[INFORMATION GIVEN]:
◇ ◇ ◇ ◇ ◇ ◇ ◇

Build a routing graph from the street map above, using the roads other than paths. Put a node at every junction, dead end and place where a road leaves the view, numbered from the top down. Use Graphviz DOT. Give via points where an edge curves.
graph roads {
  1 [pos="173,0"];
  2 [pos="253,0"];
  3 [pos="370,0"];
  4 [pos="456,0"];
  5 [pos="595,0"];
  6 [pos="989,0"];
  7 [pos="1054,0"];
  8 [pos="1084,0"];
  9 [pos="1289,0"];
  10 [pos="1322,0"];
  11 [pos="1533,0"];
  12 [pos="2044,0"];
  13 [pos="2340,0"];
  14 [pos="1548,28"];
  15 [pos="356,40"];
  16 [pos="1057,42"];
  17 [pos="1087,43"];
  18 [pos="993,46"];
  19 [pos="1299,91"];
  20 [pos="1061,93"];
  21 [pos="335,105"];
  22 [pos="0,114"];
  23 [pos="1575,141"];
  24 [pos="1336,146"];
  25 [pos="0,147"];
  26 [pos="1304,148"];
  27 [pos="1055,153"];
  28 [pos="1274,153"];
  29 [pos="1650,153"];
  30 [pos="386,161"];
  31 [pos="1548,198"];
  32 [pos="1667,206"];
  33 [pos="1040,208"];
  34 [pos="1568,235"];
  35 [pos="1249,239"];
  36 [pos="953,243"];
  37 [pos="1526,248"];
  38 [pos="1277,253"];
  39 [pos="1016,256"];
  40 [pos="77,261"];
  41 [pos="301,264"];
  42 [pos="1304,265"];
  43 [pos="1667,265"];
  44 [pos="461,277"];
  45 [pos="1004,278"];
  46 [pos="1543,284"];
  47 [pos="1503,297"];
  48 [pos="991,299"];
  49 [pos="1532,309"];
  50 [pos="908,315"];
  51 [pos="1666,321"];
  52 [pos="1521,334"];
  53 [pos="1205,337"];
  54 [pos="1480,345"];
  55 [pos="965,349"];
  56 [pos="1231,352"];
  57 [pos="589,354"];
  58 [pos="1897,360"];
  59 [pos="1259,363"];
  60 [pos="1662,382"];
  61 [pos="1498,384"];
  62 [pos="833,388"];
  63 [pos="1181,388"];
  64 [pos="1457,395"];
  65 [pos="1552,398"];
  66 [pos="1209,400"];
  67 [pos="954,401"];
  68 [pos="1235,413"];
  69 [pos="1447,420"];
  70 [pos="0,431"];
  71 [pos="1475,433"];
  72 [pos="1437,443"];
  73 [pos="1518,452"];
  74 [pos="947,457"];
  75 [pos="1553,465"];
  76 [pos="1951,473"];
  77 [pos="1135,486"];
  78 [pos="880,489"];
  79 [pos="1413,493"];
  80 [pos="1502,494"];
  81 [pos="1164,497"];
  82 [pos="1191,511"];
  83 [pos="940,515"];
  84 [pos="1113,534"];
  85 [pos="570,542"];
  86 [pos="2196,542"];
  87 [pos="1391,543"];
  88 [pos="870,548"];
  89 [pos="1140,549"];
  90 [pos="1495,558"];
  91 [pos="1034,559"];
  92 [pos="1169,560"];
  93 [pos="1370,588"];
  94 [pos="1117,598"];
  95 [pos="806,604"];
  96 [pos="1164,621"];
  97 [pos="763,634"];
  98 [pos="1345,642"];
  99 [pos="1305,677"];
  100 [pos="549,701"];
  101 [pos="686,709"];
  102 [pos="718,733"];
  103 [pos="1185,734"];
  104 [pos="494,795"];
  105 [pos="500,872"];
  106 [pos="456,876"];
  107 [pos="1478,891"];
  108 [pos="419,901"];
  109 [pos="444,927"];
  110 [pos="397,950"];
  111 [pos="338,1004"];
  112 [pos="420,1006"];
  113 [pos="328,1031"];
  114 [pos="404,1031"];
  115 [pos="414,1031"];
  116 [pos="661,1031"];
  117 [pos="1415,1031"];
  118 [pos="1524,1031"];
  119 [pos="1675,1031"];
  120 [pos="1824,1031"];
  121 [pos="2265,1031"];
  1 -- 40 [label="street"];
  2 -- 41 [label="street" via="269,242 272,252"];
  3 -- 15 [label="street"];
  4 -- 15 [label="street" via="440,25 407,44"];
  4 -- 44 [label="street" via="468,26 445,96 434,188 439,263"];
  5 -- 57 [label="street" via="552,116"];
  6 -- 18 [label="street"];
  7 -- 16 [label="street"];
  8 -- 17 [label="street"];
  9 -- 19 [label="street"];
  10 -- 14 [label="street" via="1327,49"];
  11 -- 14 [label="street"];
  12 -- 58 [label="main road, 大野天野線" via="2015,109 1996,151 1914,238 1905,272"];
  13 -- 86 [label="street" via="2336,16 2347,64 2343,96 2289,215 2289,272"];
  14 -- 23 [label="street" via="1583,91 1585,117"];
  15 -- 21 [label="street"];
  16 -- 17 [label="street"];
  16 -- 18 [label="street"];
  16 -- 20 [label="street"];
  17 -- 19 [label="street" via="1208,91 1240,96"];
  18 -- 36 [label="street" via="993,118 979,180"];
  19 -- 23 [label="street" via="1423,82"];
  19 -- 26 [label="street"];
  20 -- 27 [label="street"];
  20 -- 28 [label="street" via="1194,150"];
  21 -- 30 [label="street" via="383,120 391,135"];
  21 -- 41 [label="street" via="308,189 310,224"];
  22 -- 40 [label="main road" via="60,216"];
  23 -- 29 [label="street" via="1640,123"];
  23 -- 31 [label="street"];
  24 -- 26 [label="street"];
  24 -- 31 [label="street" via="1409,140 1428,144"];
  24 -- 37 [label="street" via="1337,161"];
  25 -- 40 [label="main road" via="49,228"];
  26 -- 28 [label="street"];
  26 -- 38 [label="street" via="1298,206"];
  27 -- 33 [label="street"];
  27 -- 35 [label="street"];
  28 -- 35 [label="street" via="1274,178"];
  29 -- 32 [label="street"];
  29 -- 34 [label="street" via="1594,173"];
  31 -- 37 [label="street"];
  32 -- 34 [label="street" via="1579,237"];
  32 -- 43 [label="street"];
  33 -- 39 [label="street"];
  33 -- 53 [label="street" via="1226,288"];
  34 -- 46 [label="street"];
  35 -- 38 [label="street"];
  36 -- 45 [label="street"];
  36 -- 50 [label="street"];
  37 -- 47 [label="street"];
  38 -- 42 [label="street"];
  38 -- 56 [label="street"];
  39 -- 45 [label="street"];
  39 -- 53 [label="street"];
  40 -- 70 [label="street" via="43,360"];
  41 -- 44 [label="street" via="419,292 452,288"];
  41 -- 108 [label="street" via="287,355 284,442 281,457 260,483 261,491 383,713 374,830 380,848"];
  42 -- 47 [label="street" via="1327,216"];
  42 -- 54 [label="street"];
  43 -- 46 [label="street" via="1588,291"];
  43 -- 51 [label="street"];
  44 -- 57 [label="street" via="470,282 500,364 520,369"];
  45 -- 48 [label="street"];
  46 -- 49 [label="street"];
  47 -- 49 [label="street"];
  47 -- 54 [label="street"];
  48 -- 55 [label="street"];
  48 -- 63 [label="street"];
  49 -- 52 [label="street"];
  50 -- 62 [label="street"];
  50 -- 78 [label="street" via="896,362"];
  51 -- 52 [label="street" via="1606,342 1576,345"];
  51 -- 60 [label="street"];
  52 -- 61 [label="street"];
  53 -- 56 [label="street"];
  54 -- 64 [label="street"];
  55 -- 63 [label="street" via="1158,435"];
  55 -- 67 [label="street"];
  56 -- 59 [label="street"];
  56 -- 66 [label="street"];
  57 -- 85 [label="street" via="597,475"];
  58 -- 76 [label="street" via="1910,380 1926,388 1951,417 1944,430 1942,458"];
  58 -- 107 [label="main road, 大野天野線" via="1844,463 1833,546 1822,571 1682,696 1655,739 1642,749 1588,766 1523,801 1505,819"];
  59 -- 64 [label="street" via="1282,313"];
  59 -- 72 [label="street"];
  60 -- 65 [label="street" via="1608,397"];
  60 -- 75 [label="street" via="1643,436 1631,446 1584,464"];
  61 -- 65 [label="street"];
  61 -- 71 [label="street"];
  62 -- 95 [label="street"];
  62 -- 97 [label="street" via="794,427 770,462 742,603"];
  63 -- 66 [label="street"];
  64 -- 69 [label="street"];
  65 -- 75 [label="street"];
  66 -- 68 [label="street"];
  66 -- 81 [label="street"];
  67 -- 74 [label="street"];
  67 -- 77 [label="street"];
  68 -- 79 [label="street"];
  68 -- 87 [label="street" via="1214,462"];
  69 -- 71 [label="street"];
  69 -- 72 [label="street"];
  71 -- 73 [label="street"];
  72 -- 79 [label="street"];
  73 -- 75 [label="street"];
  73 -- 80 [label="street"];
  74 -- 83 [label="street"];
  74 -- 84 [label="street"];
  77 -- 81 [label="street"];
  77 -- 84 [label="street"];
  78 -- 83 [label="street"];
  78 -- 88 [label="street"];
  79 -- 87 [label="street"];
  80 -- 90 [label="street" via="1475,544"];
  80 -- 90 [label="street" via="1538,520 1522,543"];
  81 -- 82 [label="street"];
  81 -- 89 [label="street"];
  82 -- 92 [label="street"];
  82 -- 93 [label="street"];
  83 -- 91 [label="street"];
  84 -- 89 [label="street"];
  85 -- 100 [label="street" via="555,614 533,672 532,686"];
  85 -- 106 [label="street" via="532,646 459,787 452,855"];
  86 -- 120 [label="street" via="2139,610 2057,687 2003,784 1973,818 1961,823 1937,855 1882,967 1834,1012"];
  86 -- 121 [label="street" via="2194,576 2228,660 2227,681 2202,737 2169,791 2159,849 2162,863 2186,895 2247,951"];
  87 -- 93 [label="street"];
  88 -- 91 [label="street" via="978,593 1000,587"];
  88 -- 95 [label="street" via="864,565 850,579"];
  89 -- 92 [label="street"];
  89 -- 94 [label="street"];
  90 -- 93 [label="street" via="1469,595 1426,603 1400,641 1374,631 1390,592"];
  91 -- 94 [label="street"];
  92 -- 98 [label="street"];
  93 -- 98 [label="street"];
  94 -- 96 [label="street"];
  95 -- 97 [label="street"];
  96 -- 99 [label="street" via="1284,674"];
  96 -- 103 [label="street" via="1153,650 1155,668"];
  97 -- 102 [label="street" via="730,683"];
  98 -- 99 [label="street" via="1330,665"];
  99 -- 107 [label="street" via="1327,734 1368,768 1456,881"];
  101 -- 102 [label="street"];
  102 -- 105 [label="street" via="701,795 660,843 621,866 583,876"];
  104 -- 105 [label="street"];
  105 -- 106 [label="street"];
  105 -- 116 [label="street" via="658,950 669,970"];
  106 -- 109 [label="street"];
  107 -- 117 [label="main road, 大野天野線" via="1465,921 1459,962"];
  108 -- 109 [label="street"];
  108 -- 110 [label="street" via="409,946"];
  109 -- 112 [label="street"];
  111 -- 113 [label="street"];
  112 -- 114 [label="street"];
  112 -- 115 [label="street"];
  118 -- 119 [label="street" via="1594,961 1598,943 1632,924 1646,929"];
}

◇ ◇ ◇ ◇ ◇ ◇ ◇

[TASK BRIEF]: Please count, in the material above, the lines that hold the word "大野天野線", and report only the total.

[ANSWER SECTION]: 3